- **DATA SHOWN**

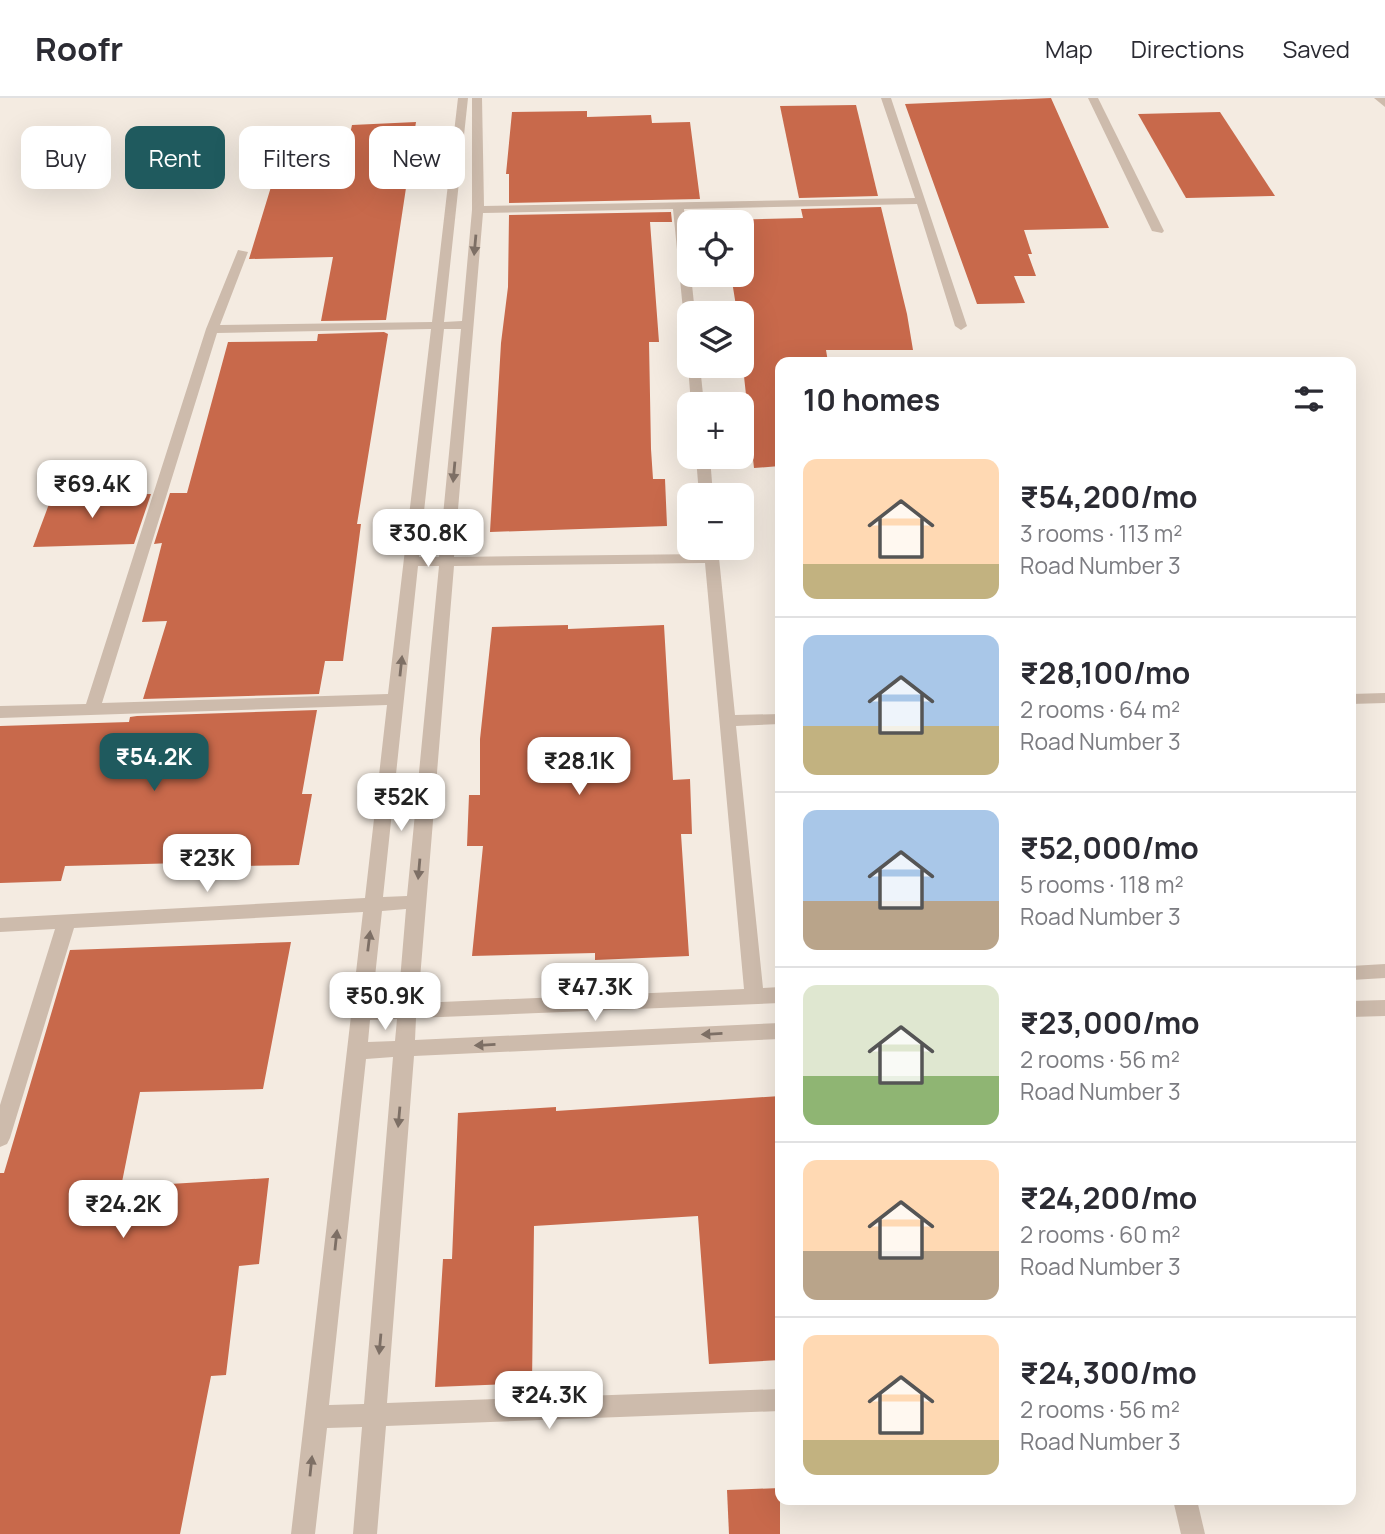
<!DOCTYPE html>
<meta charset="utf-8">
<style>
body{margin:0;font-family:Manrope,sans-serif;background:#f2f2f3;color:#2b2b33;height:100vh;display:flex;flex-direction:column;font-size:26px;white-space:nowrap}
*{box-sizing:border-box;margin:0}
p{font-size:23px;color:#7c7c81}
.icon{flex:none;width:38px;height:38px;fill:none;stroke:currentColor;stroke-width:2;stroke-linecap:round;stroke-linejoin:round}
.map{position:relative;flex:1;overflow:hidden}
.panel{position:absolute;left:775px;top:259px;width:581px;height:1148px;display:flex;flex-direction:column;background:#fff;border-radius:14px;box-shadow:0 7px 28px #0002}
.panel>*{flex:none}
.top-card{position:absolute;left:21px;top:28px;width:649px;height:63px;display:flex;gap:14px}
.buttons{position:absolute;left:677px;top:112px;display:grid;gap:14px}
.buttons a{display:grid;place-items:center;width:77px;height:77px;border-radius:14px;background:#fff;box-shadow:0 7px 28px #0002;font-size:35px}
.price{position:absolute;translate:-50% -60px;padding:0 16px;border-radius:14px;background:#fff;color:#222;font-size:23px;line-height:46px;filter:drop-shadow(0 2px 4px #0008)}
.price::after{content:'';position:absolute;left:50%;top:42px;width:21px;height:16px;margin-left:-10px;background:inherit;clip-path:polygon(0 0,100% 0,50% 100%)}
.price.selected{background:#1f5a5e;color:#fff}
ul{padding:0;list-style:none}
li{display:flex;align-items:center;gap:21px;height:175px;padding:0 28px}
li+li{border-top:2px solid #e1e1e2}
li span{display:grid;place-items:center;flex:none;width:196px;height:140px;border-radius:14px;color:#555}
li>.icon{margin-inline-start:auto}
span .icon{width:84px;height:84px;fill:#fffc;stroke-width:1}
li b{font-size:30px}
h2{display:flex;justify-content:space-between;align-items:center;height:84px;padding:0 28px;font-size:30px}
.tag{padding:0 24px;border-radius:14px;background:#fff;box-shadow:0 7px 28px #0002;font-size:24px;line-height:63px}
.tag.selected{background:#1f5a5e;color:#fff}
header{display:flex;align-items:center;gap:42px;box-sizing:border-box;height:98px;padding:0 35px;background:#fff;border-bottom:2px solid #e1e1e2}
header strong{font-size:33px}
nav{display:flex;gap:38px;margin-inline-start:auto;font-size:24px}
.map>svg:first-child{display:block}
.building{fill:#c8694b}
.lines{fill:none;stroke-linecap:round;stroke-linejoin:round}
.minor{fill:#cdbbac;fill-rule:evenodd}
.oneway{fill:#7d6f65}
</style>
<header>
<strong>Roofr</strong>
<nav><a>Map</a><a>Directions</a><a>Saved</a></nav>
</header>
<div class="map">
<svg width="1385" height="1436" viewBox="0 0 1385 1436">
<rect width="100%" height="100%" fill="#f4ebe1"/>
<g class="building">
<path d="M1051,0l58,130 -85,2 8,24h-4l8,22h-22l11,27 -48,1 -72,-200z"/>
<path d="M856,7l22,91 -79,2 -19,-92z"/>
<path d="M587,13v6l64,-2 1,8 38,-1 10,77 -191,4v-29h-3l6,-62z"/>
<path d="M1220,14l55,84 -89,2 -48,-84z"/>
<path d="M416,24l-30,198 -65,1 12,-64 -84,2 25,-82 67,-2 11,-50z"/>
<path d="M881,109l26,107 6,36h-87l2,12h-48v104l-26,2 -12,-110v-52h-6l-5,-31h11v-53h-20v-2l81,-2 -2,-9z"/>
<path d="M671,114l1,10h-22l9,120h-10l2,107 2,30h12l2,47 -177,6 11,-189 7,-56 1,-72z"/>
<path d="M384,234l4,2 -31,190h4l-18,137h-18l-6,33 -176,5 24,-78 -25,1 20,-79 -8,1 16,-51h17l41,-151 89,-1 1,-7z"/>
<path d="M151,396l-17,50 -101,3 19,-51z"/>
<path d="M568,527v4l96,-4 9,155 17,-1 2,55h-11l8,122 -94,4v-7l-123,3 11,-110h-16l2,-51h11v-56l12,-112z"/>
<path d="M317,612l-15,84h10l-13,71 -117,2 1,-4 -118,3 -4,15 -61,2v-157l129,-4 1,-5 7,-1z"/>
<path d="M291,844l-28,147 -123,3 -19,95 148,-9 -10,86 -20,2 -13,109 -15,1 -31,158h-180v-361h4l66,-223z"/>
<path d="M780,998v264l-71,4 -11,-148 -164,10 -2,157 -97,4 8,-128h9l6,-146 98,-6v4z"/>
<path d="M780,1390v46h-51l-2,-44z"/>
</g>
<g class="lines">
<g class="minor">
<path d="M458,0h10l-24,224 18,-1 10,-111v-112h10l2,108 431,-8 -34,-100h10l76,228 -6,4 -6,-4 -38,-122 -233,5 11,104h-5v11l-6,-4 -11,-111 -190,4 -29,344 250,-3v-6h14l17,167 45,-1v10l-44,2 27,262 17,-1v16l-364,15 -1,22 365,-17v16l-366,17 -27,347 393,-14v22l-394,15 -9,108h-24l9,-107 -35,1 -12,106h-24l72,-622 -289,16 -64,210 -3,6 -7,3v-42l55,-176 -55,3v-14l365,-20 22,-193 -387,13v-12l86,-2 120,-375 32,-79 10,2 -28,73 212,-3zM431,231l-43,365 -286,9 115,-370zM444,231h17l-22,228h-20zM705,465l39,426 -326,14 36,-437zM418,468h21l-32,330 -24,1zM406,811l-8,95 -26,1 10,-94zM397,921l-2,22 -27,1 2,-22zM393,959l-29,347 -35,1 37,-346z"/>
<path d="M1088,0h10l66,133 -2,2 -10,-2z"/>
<path d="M1374,0h11v9z"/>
<path d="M689,265l1,3h10l4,38h-13l-3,-38z"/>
<path d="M696,359h14l3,38h-14z"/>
<path d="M1385,595v10l-34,1v-10z"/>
<path d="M1385,866v14l-34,2v-14z"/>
<path d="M1385,902v16l-34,1v-16z"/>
<path d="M1173,1402h24l8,34h-24z"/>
</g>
</g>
<defs><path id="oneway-solid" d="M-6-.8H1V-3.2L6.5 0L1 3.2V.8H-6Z" transform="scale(1.75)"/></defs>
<g class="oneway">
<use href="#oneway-solid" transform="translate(475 147) rotate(95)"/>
<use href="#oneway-solid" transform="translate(454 374) rotate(95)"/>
<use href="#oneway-solid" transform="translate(401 568) rotate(-84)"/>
<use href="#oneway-solid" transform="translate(419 771) rotate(95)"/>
<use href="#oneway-solid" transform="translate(369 843) rotate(-83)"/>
<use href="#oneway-solid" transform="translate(712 936) rotate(177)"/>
<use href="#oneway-solid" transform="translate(485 947) rotate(177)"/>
<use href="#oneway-solid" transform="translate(399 1019) rotate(95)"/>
<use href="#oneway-solid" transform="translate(336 1142) rotate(-84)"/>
<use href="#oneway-solid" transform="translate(380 1246) rotate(95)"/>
<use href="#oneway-solid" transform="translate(311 1368) rotate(-84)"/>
</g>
</svg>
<div class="buttons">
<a><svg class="icon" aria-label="locate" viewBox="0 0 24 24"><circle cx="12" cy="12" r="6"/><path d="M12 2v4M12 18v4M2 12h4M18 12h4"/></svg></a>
<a><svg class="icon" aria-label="layers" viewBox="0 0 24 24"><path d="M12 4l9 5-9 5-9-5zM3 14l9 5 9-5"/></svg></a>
<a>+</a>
<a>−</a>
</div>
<b class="price" style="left:92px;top:422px">₹69.4K</b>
<b class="price" style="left:428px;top:471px">₹30.8K</b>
<b class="price selected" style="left:154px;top:695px">₹54.2K</b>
<b class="price" style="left:579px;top:699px">₹28.1K</b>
<b class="price" style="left:401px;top:735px">₹52K</b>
<b class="price" style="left:207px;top:796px">₹23K</b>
<b class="price" style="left:595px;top:925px">₹47.3K</b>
<b class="price" style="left:385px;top:934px">₹50.9K</b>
<b class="price" style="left:123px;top:1142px">₹24.2K</b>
<b class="price" style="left:549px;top:1333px">₹24.3K</b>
<div class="top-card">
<a class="tag">Buy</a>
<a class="tag selected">Rent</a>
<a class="tag">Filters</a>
<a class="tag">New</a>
</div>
<section class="panel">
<h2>10 homes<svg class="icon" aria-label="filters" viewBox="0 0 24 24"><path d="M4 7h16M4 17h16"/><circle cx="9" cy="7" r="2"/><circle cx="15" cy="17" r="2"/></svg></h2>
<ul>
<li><span style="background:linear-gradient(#ffd9b3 75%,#c2b280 0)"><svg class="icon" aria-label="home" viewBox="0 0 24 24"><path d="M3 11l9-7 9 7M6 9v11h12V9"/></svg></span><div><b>₹54,200/mo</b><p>3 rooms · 113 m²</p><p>Road Number 3</p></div></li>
<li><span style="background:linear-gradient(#a9c7e8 65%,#c2b280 0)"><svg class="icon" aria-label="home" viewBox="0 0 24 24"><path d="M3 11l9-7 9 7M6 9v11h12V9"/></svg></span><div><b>₹28,100/mo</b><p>2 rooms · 64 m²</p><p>Road Number 3</p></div></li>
<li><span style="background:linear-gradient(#a9c7e8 65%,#b9a48a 0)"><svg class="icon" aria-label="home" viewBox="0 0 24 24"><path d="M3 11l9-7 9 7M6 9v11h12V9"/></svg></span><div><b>₹52,000/mo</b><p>5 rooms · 118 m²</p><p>Road Number 3</p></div></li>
<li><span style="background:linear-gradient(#dfe7d0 65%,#8fb573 0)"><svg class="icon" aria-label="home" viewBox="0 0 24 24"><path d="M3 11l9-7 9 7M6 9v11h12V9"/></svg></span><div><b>₹23,000/mo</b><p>2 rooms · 56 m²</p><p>Road Number 3</p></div></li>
<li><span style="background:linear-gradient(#ffd9b3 65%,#b9a48a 0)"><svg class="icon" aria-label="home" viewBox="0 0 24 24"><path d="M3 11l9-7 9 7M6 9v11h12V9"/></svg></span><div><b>₹24,200/mo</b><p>2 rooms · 60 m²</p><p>Road Number 3</p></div></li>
<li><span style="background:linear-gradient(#ffd9b3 75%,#c2b280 0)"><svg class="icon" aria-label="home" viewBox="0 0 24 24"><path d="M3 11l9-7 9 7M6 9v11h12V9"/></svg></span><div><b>₹24,300/mo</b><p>2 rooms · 56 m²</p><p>Road Number 3</p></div></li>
</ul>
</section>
</div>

- **PROBLEM**
Gather each line in the entries above where the string "stroke" is found.

- **ANSWER TO THIS EXERCISE**
.icon{flex:none;width:38px;height:38px;fill:none;stroke:currentColor;stroke-width:2;stroke-linecap:round;stroke-linejoin:round}
span .icon{width:84px;height:84px;fill:#fffc;stroke-width:1}
.lines{fill:none;stroke-linecap:round;stroke-linejoin:round}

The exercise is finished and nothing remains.